**Task directions**
Pictures stay out. All the rest of the records must be repeated exactly.

--- Entries provided Enclosed Below ---

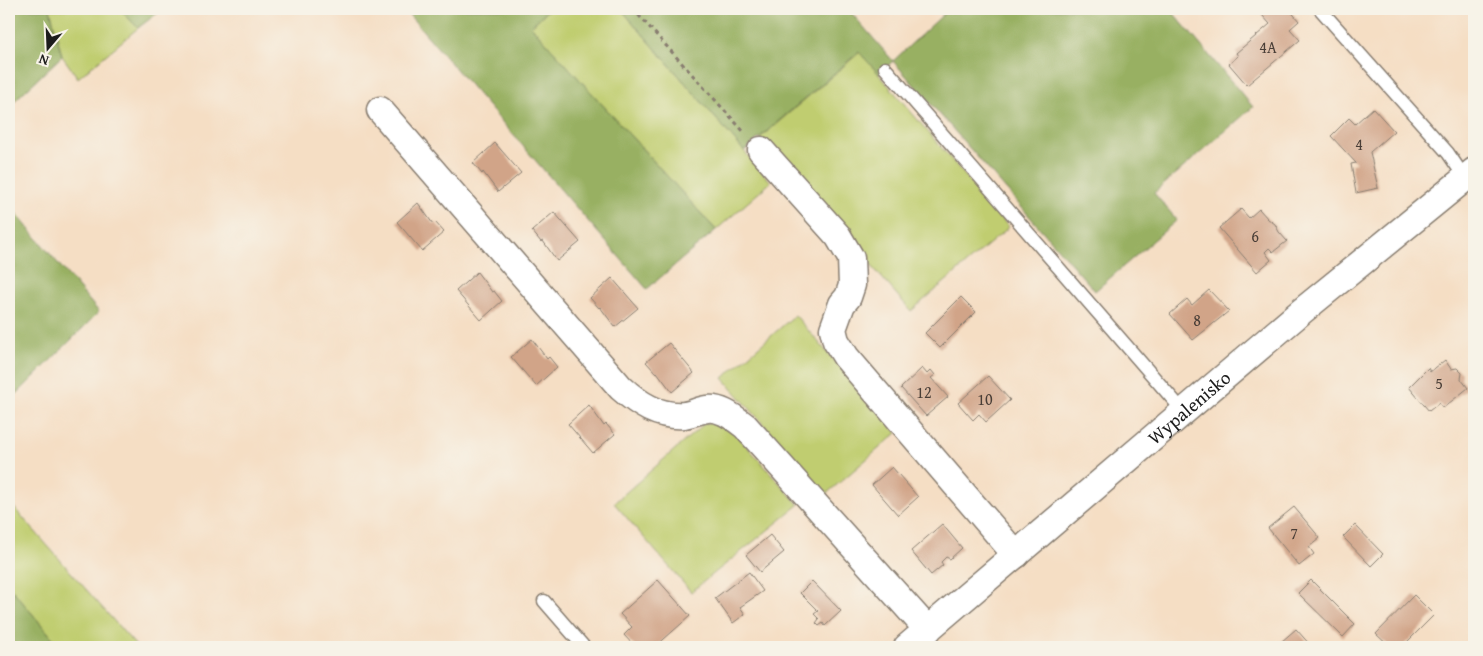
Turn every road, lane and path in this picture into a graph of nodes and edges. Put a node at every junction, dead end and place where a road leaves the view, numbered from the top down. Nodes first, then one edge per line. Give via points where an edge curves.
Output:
1 (633, 9) edge
2 (1320, 9) edge
3 (885, 68) dead end
4 (380, 110) dead end
5 (761, 150) joint
6 (1470, 175) edge
7 (1184, 412) junction
8 (1016, 555) junction
9 (544, 601) dead end
10 (928, 630) junction
11 (584, 647) edge
12 (907, 647) edge

1 - 5 path
2 - 6 lane
3 - 7 lane
4 - 10 street via 621,388 654,411 683,415 709,409 726,413 745,426
5 - 8 street via 838,236 851,258 852,286 833,329 846,357
6 - 7 street, Wypalenisko
7 - 8 street, Wypalenisko
8 - 10 street, Wypalenisko
9 - 11 lane
10 - 12 street, Wypalenisko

--- End of Enclosed Entries provided ---

**Exercise solution**
Turn every road, lane and path in this picture into a graph of nodes and edges. Put a node at every junction, dead end and place where a road leaves the view, numbered from the top down. Nodes first, then one edge per line. Give via points where an edge curves.
Output:
1 (633, 9) edge
2 (1320, 9) edge
3 (885, 68) dead end
4 (380, 110) dead end
5 (761, 150) joint
6 (1470, 175) edge
7 (1184, 412) junction
8 (1016, 555) junction
9 (544, 601) dead end
10 (928, 630) junction
11 (584, 647) edge
12 (907, 647) edge

1 - 5 path
2 - 6 lane
3 - 7 lane
4 - 10 street via 621,388 654,411 683,415 709,409 726,413 745,426
5 - 8 street via 838,236 851,258 852,286 833,329 846,357
6 - 7 street, Wypalenisko
7 - 8 street, Wypalenisko
8 - 10 street, Wypalenisko
9 - 11 lane
10 - 12 street, Wypalenisko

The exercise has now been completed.